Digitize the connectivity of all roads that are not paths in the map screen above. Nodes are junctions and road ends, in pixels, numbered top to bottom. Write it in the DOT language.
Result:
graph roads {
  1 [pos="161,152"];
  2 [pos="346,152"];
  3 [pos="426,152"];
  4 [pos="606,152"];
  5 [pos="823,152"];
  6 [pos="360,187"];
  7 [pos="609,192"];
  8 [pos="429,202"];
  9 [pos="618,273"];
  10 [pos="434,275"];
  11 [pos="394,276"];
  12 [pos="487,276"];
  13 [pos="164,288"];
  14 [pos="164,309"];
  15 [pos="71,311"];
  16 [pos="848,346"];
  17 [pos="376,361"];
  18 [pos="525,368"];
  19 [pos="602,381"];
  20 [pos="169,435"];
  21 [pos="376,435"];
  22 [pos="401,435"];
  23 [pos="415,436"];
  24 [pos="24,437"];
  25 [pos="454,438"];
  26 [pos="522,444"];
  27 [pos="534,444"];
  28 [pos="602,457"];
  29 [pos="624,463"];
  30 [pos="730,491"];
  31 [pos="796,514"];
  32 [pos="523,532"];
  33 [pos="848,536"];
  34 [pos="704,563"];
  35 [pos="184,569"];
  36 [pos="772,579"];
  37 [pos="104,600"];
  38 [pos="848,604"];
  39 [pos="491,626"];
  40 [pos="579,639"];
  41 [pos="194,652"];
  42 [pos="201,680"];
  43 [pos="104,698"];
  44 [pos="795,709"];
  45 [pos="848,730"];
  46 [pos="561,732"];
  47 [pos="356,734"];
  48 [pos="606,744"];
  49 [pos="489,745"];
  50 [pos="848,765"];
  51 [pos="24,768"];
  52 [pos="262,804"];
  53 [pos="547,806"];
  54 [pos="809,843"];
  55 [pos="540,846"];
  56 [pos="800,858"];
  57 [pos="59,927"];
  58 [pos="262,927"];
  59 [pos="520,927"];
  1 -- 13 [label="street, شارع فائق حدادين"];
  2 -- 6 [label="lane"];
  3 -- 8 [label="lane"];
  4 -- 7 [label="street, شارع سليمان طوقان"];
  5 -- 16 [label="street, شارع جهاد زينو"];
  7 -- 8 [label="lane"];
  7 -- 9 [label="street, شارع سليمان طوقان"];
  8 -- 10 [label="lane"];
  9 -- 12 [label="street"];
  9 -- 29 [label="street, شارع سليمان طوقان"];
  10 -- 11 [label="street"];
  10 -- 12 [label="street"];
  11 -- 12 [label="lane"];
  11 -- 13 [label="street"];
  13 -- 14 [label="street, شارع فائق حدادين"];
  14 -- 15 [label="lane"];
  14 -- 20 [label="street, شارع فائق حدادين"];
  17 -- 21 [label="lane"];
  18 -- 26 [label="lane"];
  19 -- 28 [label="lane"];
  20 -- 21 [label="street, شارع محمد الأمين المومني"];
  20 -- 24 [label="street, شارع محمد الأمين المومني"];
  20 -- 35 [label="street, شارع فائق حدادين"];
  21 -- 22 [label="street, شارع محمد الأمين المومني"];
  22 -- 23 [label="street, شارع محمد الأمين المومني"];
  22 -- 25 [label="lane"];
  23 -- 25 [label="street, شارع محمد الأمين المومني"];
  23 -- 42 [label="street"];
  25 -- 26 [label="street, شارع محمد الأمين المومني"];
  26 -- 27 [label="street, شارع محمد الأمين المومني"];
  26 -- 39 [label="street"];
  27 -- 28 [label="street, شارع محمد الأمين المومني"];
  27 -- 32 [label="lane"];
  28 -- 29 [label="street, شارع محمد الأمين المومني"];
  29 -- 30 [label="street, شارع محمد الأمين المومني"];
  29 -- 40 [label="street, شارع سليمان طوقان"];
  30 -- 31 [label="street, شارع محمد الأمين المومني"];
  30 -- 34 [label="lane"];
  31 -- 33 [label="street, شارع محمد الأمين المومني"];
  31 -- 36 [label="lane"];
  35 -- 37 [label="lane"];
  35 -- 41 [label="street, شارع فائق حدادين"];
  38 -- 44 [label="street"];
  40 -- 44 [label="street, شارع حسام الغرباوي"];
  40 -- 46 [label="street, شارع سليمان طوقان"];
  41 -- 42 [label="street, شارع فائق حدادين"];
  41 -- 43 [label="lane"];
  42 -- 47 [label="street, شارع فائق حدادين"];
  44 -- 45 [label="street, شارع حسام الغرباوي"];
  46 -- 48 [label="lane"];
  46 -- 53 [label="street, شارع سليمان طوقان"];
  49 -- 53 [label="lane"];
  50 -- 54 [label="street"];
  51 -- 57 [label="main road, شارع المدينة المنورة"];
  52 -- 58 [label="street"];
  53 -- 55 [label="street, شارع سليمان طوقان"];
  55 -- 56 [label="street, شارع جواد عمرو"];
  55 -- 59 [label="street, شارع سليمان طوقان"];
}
• • • •
**The task**.
Make an exact copy of all the data.

**Output**.
Digitize the connectivity of all roads that are not paths in the map screen above. Nodes are junctions and road ends, in pixels, numbered top to bottom. Write it in the DOT language.
Result:
graph roads {
  1 [pos="161,152"];
  2 [pos="346,152"];
  3 [pos="426,152"];
  4 [pos="606,152"];
  5 [pos="823,152"];
  6 [pos="360,187"];
  7 [pos="609,192"];
  8 [pos="429,202"];
  9 [pos="618,273"];
  10 [pos="434,275"];
  11 [pos="394,276"];
  12 [pos="487,276"];
  13 [pos="164,288"];
  14 [pos="164,309"];
  15 [pos="71,311"];
  16 [pos="848,346"];
  17 [pos="376,361"];
  18 [pos="525,368"];
  19 [pos="602,381"];
  20 [pos="169,435"];
  21 [pos="376,435"];
  22 [pos="401,435"];
  23 [pos="415,436"];
  24 [pos="24,437"];
  25 [pos="454,438"];
  26 [pos="522,444"];
  27 [pos="534,444"];
  28 [pos="602,457"];
  29 [pos="624,463"];
  30 [pos="730,491"];
  31 [pos="796,514"];
  32 [pos="523,532"];
  33 [pos="848,536"];
  34 [pos="704,563"];
  35 [pos="184,569"];
  36 [pos="772,579"];
  37 [pos="104,600"];
  38 [pos="848,604"];
  39 [pos="491,626"];
  40 [pos="579,639"];
  41 [pos="194,652"];
  42 [pos="201,680"];
  43 [pos="104,698"];
  44 [pos="795,709"];
  45 [pos="848,730"];
  46 [pos="561,732"];
  47 [pos="356,734"];
  48 [pos="606,744"];
  49 [pos="489,745"];
  50 [pos="848,765"];
  51 [pos="24,768"];
  52 [pos="262,804"];
  53 [pos="547,806"];
  54 [pos="809,843"];
  55 [pos="540,846"];
  56 [pos="800,858"];
  57 [pos="59,927"];
  58 [pos="262,927"];
  59 [pos="520,927"];
  1 -- 13 [label="street, شارع فائق حدادين"];
  2 -- 6 [label="lane"];
  3 -- 8 [label="lane"];
  4 -- 7 [label="street, شارع سليمان طوقان"];
  5 -- 16 [label="street, شارع جهاد زينو"];
  7 -- 8 [label="lane"];
  7 -- 9 [label="street, شارع سليمان طوقان"];
  8 -- 10 [label="lane"];
  9 -- 12 [label="street"];
  9 -- 29 [label="street, شارع سليمان طوقان"];
  10 -- 11 [label="street"];
  10 -- 12 [label="street"];
  11 -- 12 [label="lane"];
  11 -- 13 [label="street"];
  13 -- 14 [label="street, شارع فائق حدادين"];
  14 -- 15 [label="lane"];
  14 -- 20 [label="street, شارع فائق حدادين"];
  17 -- 21 [label="lane"];
  18 -- 26 [label="lane"];
  19 -- 28 [label="lane"];
  20 -- 21 [label="street, شارع محمد الأمين المومني"];
  20 -- 24 [label="street, شارع محمد الأمين المومني"];
  20 -- 35 [label="street, شارع فائق حدادين"];
  21 -- 22 [label="street, شارع محمد الأمين المومني"];
  22 -- 23 [label="street, شارع محمد الأمين المومني"];
  22 -- 25 [label="lane"];
  23 -- 25 [label="street, شارع محمد الأمين المومني"];
  23 -- 42 [label="street"];
  25 -- 26 [label="street, شارع محمد الأمين المومني"];
  26 -- 27 [label="street, شارع محمد الأمين المومني"];
  26 -- 39 [label="street"];
  27 -- 28 [label="street, شارع محمد الأمين المومني"];
  27 -- 32 [label="lane"];
  28 -- 29 [label="street, شارع محمد الأمين المومني"];
  29 -- 30 [label="street, شارع محمد الأمين المومني"];
  29 -- 40 [label="street, شارع سليمان طوقان"];
  30 -- 31 [label="street, شارع محمد الأمين المومني"];
  30 -- 34 [label="lane"];
  31 -- 33 [label="street, شارع محمد الأمين المومني"];
  31 -- 36 [label="lane"];
  35 -- 37 [label="lane"];
  35 -- 41 [label="street, شارع فائق حدادين"];
  38 -- 44 [label="street"];
  40 -- 44 [label="street, شارع حسام الغرباوي"];
  40 -- 46 [label="street, شارع سليمان طوقان"];
  41 -- 42 [label="street, شارع فائق حدادين"];
  41 -- 43 [label="lane"];
  42 -- 47 [label="street, شارع فائق حدادين"];
  44 -- 45 [label="street, شارع حسام الغرباوي"];
  46 -- 48 [label="lane"];
  46 -- 53 [label="street, شارع سليمان طوقان"];
  49 -- 53 [label="lane"];
  50 -- 54 [label="street"];
  51 -- 57 [label="main road, شارع المدينة المنورة"];
  52 -- 58 [label="street"];
  53 -- 55 [label="street, شارع سليمان طوقان"];
  55 -- 56 [label="street, شارع جواد عمرو"];
  55 -- 59 [label="street, شارع سليمان طوقان"];
}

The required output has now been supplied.